The Nintendo Switch, formerly known as the NX, is the company’s upcoming addition to home consoles. 

While Nintendo has been busy ruling the handheld market with the 3DS, their latest home console, the Wii U, was lacking in sales. The failure of the Wii U is debatable, but it’s no doubt that Nintendo’s lack of first party titles helped create an early demise for the ambitious system. Pair that with a marketing strategy that claimed it was a console good for 1v4, and you end up with an unreceptive group of gamers.

The Nintendo Switch looked like it could’ve been heading in a similar direction when leaks first started happening. With some sites reporting that the Switch would be taking over from the Wii U, and others saying it would work in tandem as a third gaming platform from Nintendo, no one really knew what to expect by the time that the Switch made its debut.

And, unsurprisingly, the code name NX kept people in the dark exceptionally well. I’m not sure anyone was expecting to see a docking console when the reveal trailer for the Switch released in October.

Nintendo Switch

While Nintendo has reputation of standing out in the handheld market as of late, the Switch is taking a different spin on where and how you take your games with you.

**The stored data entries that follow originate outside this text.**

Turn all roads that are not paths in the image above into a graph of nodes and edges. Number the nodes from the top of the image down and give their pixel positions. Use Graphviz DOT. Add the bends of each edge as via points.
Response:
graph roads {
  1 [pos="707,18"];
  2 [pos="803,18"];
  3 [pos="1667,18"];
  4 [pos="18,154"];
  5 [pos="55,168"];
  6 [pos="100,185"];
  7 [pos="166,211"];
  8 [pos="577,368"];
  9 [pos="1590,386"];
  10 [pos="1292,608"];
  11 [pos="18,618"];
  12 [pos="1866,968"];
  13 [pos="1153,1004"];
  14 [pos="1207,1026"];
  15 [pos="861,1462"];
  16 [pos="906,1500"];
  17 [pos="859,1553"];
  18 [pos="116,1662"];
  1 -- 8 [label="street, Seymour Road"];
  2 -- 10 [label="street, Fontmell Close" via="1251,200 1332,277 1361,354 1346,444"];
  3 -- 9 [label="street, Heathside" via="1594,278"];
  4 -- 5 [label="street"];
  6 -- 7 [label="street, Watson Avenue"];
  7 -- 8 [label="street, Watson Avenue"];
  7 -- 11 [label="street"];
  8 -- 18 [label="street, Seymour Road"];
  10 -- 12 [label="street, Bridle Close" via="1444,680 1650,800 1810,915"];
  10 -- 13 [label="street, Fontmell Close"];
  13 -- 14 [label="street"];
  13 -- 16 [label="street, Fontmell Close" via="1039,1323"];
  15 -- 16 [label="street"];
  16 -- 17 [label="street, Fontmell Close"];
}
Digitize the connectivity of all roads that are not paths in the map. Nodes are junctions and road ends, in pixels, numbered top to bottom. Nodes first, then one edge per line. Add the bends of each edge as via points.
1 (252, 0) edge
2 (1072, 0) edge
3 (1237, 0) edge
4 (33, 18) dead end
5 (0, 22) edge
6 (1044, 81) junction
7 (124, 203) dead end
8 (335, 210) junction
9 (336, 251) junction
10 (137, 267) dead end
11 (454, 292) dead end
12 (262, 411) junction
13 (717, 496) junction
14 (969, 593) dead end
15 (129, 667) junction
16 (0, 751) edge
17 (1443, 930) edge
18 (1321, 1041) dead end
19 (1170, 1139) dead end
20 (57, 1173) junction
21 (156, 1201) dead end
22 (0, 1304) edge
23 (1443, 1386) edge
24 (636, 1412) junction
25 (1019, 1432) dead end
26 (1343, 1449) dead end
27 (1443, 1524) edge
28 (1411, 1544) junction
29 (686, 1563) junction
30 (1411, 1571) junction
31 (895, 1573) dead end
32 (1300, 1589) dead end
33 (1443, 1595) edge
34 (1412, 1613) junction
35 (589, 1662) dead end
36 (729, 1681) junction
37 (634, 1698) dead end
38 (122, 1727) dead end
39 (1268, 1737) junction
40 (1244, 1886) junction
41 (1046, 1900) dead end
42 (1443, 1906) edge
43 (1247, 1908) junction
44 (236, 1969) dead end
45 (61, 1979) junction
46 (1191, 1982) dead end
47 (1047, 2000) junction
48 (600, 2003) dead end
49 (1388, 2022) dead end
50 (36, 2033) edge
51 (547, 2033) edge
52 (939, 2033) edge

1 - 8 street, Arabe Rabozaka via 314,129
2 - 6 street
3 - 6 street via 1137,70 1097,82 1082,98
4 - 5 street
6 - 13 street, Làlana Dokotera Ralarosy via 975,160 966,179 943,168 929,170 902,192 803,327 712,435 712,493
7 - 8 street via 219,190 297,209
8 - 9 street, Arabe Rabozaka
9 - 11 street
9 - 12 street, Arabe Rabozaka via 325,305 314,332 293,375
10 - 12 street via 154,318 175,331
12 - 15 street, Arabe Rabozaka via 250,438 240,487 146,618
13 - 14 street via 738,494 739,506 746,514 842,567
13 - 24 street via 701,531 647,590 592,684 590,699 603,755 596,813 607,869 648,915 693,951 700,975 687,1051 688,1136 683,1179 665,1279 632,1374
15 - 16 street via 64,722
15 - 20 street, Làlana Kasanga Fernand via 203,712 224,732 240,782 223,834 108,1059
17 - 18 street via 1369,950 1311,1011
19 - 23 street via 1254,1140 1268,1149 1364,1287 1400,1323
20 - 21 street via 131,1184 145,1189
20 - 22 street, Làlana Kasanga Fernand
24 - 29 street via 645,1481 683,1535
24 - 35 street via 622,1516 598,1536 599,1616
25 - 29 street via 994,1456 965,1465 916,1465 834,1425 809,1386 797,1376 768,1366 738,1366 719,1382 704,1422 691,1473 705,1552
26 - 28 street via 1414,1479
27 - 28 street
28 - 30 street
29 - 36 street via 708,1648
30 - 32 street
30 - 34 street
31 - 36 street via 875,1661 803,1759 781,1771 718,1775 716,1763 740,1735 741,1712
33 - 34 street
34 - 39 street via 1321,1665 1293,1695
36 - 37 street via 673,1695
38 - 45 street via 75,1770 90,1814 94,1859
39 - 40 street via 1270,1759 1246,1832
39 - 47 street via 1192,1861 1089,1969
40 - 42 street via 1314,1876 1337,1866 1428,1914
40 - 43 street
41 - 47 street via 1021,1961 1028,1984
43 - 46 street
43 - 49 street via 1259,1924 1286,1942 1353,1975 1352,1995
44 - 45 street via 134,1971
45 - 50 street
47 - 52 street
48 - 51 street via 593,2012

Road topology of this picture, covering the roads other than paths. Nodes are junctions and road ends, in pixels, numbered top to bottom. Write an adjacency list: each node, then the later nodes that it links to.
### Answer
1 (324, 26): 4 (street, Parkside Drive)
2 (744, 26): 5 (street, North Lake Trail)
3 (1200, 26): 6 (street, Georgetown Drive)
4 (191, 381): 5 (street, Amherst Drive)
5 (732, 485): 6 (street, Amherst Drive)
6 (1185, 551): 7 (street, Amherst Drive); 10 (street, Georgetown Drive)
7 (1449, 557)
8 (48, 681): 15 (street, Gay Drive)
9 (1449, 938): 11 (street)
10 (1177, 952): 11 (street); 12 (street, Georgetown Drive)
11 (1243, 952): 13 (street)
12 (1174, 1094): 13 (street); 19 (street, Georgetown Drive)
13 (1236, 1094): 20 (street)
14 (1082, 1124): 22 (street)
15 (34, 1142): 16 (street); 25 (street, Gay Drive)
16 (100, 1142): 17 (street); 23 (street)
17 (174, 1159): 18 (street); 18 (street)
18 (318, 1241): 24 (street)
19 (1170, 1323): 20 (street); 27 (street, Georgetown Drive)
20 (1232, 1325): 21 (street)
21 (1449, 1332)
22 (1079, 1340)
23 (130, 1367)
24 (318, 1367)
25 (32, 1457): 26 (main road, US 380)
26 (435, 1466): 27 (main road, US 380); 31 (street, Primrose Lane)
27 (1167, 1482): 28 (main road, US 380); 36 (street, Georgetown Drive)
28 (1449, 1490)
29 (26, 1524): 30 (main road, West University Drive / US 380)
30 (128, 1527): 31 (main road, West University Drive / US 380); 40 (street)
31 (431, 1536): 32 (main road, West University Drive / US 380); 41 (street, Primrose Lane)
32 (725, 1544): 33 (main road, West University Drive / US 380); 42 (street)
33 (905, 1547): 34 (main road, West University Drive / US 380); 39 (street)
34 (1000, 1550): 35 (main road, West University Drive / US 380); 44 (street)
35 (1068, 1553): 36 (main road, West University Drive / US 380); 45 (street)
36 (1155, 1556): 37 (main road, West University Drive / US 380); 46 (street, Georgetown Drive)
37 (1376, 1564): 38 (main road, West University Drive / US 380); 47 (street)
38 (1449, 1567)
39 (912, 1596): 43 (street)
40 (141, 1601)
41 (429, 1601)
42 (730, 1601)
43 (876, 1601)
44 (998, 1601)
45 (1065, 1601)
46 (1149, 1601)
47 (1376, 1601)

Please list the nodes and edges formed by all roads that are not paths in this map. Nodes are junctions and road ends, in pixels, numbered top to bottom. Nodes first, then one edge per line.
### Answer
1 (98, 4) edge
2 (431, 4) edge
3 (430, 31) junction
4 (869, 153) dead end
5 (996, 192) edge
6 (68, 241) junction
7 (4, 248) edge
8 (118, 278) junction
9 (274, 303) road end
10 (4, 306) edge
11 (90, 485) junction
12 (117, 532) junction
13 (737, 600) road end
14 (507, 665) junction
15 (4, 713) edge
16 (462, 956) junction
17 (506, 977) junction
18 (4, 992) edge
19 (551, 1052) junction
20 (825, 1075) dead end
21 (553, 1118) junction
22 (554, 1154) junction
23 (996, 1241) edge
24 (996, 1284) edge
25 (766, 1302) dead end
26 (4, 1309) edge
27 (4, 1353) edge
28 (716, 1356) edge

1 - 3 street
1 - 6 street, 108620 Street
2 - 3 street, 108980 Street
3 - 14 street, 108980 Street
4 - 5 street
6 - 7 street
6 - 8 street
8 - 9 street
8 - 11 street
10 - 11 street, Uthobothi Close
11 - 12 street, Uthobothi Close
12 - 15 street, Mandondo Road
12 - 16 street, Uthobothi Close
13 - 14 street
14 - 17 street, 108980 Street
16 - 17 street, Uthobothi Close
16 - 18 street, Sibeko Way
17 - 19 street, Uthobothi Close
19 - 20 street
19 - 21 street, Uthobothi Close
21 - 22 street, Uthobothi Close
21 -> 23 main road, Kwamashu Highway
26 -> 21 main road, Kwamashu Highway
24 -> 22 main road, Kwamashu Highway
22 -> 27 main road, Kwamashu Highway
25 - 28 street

Unfortunately, the choppiness of Breath of the Wild during the launch trailer didn’t go unnoticed by some fans – and it seems like that might be a reality, according to Eurogamer’s spec analysis. The reports claim the console runs considerably slower when undocked, and unfortunately developers have the option to have the games run at full memory bandwidth even while undocked if they so choose.

Although Nintendo’s newest project promises to stay on the trend of trying new things, it’s important to ask the question: when is innovation going too far? If the Switch doesn’t go over well, Nintendo needs to reel themselves in and offer a home console that is simplistic, but runs well, instead of the continued innovation that they are seeing fail time and time again. Or opt to cut the console line and simply focus on the DS and its future.

The Nintendo Switch has 8 confirmed games coming to it. The Legend of Zelda: Breath of the Wild, Splatoon Switch, Mario Kart Switch, Just Dance 2017, Holiday 2017 Sonic Game, Dragon Quest X, Dragon Quest XI, Untitled Steamworld game.

Although all of the games are exciting to see coming to The Nintendo Switch, one of the more notable games is the follow up to 2015’s Splatoon. Although the game might not of sold incredibly well (being a Wii U title itself was damaging to the IP), the game has grown a cult following. And with a more ‘normal’ system, it will most likely gain even more traction.


Although Nintendo has yet to confirm whether or not it is simply an updated version of the Wii U game, or a new game all together, Splatoon Switch is sure to offer a family-friendly shooter experience.

Nintendo is expected to reveal the Switch’s specs and release date on January 13th during the Japan event, which is going to be 7 hours long during both of its ‘hands on’ days (Jan 14-15).

While the specs aren’t officially out, patents have pointed towards a non-replaceable battery. The Wii U’s battery life was only 3 hours in the beginning, and with a replaced battery it moved up to 8 hours. If the battery isn’t replaceable, we will be relying on Nintendo to give us a good battery life, which typically isn’t their thing.

Nintendo has been a family name for years. The last time someone in your family who didn’t know a lot about games talked about them, they most likely referred to your Xbox or PlayStation as a “Nintendo.” Mario has become the most recognized character among children, and it’s hard to see how anyone could dethrone the company as the leader in family-friendly video games at this point in time.

With a huge amount of savings put away, Nintendo can run on a deficit for a reported 38 years. That, on top of the 3DS sales keeping them up, will have Nintendo stay prominent in the gaming industry for the foreseeable future.


The Nintendo Switch certainly won’t end Nintendo, regardless of the outcome. And it isn’t like the Wii U is Nintendo’s first failure (from a financial standpoint), but if a lack of support from developers continues, it could continue the damage that started with the Wii U.

Nintendo, from what they’ve claimed, has never been about fighting Sony and Xbox in the great ‘console wars.’ That being said, there comes a point in time when Nintendo needs to reel in the expectations of what they actually want people to buy and make a solid console that will run the games they want to deliver to the masses.